1/ Bbio – le besoin bioclimatique

Il caractérise le bâti, son orientation, ses performances, ses apports passifs et ses déperditions. Il est indépendant des équipements énergétiques. Exprimé en points, il doit être inférieur à un Bbiomax calculé en fonction du type de bâtiment, de sa localisation géographique, de son altitude, et de sa taille.

En savoir plus

C’est une valeur absolue et non relative, qui est exprimée en points. Le Bbio vise à limiter les besoins liés au chauffage, à la climatisation et à l’éclairage.
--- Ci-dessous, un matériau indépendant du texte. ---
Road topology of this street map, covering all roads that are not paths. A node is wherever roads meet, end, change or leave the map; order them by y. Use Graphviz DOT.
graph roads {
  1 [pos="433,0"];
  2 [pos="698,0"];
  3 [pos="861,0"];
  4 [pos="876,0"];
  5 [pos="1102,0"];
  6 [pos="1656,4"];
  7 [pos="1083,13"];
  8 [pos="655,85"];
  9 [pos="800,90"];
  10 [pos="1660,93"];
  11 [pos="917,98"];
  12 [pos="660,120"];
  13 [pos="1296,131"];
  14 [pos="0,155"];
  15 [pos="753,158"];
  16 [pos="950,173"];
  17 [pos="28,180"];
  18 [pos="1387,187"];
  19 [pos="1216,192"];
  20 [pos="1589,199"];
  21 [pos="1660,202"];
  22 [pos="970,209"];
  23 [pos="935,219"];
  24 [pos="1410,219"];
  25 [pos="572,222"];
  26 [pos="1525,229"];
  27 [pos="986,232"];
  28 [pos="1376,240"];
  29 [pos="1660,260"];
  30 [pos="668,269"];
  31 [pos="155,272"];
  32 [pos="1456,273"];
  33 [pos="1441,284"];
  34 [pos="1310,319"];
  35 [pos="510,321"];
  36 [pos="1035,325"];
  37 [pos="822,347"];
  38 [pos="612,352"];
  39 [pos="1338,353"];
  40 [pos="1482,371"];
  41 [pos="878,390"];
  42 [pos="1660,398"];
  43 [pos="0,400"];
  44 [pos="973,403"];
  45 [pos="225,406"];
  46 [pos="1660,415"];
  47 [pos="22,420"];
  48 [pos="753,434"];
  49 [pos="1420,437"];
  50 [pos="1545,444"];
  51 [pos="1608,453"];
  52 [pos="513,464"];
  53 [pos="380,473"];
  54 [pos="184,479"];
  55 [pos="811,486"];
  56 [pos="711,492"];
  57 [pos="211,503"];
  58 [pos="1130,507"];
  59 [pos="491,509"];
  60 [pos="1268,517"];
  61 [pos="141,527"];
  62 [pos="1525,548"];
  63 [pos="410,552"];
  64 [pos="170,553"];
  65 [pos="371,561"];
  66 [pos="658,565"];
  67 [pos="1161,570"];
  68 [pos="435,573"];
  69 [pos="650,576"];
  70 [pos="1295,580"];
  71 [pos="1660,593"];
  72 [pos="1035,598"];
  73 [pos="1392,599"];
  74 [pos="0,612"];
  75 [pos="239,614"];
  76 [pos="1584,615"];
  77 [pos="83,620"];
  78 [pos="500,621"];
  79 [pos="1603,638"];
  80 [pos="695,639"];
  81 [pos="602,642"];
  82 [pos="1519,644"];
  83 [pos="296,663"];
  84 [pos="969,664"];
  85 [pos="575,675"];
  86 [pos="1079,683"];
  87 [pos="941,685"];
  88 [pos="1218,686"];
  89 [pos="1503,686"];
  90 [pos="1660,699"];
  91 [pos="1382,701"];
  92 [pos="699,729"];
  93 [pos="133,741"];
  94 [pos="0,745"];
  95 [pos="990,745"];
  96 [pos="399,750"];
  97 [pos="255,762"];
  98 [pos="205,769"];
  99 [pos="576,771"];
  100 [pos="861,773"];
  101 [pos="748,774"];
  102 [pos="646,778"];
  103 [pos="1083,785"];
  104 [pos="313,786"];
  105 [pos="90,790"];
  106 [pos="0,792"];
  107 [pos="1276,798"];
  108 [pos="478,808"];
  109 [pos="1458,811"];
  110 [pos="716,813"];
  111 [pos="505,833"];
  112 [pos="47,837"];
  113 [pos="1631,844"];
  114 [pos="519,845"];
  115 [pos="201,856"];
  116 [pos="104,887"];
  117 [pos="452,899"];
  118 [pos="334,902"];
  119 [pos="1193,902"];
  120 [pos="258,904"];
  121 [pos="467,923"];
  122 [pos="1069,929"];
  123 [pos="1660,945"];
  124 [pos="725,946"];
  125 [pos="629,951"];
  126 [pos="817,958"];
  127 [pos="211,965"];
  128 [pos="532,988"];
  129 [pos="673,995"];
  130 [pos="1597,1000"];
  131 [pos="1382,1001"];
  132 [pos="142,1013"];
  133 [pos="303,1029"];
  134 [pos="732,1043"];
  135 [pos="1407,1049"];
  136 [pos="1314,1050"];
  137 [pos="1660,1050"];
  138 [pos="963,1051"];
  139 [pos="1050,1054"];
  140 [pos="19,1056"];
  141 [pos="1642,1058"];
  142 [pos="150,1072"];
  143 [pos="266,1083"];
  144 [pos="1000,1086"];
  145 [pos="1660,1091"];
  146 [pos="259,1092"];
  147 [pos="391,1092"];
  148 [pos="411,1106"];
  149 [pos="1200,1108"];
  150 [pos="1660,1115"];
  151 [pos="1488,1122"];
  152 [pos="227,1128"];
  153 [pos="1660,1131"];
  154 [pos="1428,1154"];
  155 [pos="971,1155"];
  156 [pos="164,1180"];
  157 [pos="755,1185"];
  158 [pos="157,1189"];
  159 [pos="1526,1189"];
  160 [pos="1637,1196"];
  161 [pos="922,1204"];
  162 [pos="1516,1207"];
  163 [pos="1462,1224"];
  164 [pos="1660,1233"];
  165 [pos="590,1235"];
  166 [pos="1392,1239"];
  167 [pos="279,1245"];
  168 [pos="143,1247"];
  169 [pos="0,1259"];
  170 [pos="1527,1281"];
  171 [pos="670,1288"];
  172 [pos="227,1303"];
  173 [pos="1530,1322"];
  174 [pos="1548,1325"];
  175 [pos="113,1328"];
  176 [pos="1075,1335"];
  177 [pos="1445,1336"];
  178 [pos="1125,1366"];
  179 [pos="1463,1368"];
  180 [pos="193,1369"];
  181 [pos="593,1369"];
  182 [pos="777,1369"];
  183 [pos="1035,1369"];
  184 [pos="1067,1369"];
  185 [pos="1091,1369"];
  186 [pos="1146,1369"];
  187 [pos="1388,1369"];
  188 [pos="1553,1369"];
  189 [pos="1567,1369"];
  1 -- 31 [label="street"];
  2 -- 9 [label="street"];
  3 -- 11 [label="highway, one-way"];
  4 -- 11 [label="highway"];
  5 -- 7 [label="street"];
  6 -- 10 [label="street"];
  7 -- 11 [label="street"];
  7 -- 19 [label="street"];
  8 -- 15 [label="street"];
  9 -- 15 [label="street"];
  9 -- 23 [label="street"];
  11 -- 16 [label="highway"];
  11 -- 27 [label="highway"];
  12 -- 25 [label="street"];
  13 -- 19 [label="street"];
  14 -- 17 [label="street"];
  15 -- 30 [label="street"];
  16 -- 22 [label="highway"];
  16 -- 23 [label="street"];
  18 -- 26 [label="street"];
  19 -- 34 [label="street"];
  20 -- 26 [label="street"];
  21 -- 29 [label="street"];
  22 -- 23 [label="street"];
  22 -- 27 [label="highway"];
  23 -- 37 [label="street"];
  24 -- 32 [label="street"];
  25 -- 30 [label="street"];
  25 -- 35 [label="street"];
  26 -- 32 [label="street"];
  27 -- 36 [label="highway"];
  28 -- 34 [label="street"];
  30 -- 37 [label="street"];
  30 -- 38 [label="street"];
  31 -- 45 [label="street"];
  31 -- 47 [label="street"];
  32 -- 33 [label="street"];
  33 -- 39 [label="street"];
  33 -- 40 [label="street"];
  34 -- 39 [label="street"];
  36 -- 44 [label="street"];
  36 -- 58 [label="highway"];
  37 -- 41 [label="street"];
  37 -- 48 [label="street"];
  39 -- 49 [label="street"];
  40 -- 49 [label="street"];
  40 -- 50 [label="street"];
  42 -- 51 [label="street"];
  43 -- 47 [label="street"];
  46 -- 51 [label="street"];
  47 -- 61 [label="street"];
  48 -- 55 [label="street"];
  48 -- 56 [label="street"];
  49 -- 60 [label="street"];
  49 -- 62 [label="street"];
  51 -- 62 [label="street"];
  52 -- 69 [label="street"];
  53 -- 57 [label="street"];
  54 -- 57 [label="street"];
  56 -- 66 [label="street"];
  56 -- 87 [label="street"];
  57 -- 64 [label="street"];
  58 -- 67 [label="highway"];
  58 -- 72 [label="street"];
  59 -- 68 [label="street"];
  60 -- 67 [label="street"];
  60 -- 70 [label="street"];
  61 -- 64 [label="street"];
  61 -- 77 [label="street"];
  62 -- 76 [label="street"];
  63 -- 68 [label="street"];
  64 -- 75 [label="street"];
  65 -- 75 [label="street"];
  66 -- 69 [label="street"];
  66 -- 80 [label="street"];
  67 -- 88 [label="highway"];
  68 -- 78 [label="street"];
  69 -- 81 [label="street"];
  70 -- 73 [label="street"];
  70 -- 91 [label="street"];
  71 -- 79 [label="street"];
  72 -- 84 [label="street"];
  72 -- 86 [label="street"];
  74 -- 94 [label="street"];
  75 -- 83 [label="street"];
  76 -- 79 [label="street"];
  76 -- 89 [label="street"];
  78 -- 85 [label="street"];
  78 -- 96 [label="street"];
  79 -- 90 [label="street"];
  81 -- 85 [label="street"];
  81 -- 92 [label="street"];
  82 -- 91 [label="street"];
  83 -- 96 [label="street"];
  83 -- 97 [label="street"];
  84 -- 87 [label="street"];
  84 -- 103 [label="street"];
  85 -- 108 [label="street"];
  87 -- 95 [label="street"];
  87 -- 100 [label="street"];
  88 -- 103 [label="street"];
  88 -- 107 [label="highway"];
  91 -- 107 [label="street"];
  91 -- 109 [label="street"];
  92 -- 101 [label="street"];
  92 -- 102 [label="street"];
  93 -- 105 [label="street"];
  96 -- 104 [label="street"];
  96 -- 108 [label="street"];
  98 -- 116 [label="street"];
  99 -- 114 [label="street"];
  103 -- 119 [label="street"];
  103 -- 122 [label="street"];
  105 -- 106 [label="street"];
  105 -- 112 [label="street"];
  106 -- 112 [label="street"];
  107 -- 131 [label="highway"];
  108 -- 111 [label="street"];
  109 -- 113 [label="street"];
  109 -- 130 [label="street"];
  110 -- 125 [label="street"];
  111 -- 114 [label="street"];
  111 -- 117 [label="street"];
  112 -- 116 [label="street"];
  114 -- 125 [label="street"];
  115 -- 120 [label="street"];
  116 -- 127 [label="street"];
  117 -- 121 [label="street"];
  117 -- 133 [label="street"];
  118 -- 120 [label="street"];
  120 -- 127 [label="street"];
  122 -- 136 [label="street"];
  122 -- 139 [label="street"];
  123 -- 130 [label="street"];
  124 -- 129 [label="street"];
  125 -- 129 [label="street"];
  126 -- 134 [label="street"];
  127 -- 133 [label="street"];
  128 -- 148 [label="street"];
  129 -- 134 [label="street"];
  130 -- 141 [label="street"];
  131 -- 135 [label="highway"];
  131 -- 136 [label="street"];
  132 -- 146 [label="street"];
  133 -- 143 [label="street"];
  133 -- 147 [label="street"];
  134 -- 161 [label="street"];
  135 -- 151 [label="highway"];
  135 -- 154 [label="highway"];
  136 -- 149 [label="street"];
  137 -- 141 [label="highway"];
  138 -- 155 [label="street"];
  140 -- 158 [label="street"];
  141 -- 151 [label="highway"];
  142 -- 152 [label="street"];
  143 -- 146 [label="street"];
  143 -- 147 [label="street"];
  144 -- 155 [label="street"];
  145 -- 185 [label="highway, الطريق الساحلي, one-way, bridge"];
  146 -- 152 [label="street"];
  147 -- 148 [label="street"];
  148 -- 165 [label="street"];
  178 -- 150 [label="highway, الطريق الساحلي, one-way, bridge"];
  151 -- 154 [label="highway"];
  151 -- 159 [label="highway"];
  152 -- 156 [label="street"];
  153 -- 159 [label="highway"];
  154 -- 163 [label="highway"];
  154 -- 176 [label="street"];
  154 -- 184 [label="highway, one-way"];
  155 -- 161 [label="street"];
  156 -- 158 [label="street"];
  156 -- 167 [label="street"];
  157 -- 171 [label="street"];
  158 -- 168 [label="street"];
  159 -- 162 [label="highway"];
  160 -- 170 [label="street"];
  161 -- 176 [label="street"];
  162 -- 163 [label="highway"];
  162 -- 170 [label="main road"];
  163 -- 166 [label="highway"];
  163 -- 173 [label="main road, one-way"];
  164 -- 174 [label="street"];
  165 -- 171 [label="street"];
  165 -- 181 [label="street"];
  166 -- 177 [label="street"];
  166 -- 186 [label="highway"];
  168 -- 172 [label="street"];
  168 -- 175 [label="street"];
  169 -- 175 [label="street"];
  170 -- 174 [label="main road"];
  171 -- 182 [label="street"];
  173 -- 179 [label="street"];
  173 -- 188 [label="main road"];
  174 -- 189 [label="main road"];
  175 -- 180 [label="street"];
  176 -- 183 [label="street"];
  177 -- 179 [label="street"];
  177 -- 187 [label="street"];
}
Cette nouvelle approche tient compte de l’optimisation du bâti, avec l’isolation des parois opaques et des parois vitrées afin de limiter les déperditions tout en captant les apports solaires, avec l’optimisation de l’orientation, de l’inertie et de la compacité, avec enfin la limitation des déperditions par renouvellement d’air grâce au contrôle des débits et à une bonne étanchéité de l’enveloppe.

Le Bbio impose par conséquent une optimisation du bâti indépendamment des systèmes énergétiques mis en œuvre.

Quelle est l’exigence

Bbio ≤ Bbiomax

Comment obtient-on le Bbiomax ?

Bbiomax = Bbiomaxmoyen x (Mbgéo + Mbalt + Mbsurf)

avec :

  • Bbiomaxmoyen : valeur moyenne du Bbiomax définie par type d’occupation du bâtiment ou de la partie de bâtiment et par catégorie CE1/CE2 ;
  • Mbgéo : coefficient de modulation selon la localisation géographique ;
  • Mbalt : coefficient de modulation selon l’altitude ;
  • Mbsurf : pour les maisons individuelles ou accolées, coefficient de modulation selon la surface moyenne des logements du bâtiment ou de la partie de bâtiment (pour ne pas pénaliser les petites constructions) ;

A chaque coefficient de pondération correspond une valeur fixée réglementairement.

Valeur du Bbiomax modulé en fonction de la localisation

  • pour les maisons individuelles ou accolées de 120 à 140 m2 (Mbsurf = 0)
  • pour les bâtiments collectifs d’habitation de 80 à 100 m2 construits à partir du 1er janvier 2015 (Mbsurf = 0),
  • construits à moins de 400 mètres d’altitude (Mhalt = 0).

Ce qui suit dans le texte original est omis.